**Material supplied**.
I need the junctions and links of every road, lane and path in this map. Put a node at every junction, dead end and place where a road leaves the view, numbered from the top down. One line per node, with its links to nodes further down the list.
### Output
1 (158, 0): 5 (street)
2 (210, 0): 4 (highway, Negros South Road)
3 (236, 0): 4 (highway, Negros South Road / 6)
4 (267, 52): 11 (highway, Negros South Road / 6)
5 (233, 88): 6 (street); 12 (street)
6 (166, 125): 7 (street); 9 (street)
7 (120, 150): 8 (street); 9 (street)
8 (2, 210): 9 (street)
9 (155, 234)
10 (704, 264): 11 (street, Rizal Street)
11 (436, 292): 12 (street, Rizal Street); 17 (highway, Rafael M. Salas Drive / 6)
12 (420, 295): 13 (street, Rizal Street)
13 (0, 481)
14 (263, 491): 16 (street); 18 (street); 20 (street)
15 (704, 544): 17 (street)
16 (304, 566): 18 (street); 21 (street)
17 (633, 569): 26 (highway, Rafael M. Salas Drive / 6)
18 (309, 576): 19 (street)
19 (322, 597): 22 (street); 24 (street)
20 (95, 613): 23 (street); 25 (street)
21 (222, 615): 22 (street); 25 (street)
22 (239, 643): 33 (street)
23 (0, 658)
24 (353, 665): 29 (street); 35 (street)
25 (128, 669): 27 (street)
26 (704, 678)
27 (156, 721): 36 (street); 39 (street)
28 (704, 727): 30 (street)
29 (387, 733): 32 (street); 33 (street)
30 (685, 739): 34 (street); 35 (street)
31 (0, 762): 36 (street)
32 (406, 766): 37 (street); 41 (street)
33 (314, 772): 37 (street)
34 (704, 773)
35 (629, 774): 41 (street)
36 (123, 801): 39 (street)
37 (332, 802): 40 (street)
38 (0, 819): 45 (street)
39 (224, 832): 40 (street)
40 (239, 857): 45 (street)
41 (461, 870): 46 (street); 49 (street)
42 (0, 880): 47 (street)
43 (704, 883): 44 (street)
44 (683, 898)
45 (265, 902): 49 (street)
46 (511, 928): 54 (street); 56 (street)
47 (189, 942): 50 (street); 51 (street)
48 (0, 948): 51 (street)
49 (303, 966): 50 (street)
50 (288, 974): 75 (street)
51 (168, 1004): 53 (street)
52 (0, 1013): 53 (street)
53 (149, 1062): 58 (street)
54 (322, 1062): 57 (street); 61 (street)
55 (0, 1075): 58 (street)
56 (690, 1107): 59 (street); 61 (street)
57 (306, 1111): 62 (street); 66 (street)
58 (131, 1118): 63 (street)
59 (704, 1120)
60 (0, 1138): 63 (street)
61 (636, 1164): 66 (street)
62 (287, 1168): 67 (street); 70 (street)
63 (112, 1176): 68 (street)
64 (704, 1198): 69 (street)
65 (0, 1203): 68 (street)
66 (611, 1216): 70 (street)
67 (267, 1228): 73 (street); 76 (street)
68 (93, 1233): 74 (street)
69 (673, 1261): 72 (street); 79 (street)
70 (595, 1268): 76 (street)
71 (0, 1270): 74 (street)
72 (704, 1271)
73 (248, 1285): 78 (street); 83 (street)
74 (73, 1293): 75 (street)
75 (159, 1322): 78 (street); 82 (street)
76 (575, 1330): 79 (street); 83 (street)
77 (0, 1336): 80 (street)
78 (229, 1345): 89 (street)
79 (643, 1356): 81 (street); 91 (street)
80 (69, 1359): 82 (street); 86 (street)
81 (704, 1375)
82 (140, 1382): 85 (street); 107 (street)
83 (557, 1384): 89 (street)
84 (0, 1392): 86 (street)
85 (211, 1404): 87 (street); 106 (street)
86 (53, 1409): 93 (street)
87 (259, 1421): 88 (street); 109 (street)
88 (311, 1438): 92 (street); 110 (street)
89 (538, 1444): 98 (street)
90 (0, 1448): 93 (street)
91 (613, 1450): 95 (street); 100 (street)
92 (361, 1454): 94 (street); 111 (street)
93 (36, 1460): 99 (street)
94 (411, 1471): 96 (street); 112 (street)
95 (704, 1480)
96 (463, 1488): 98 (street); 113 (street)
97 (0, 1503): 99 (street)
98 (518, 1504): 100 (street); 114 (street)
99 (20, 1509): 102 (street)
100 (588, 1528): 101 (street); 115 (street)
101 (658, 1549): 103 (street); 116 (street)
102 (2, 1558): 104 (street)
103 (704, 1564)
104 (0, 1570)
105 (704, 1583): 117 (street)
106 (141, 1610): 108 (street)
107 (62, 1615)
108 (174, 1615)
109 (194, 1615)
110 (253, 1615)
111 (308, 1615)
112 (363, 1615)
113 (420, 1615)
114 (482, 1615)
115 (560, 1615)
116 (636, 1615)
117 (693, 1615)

**Action item**.
The word to find is "South". Copy every line of the data that holds it.

**The completed task**.
2 (210, 0): 4 (highway, Negros South Road)
3 (236, 0): 4 (highway, Negros South Road / 6)
4 (267, 52): 11 (highway, Negros South Road / 6)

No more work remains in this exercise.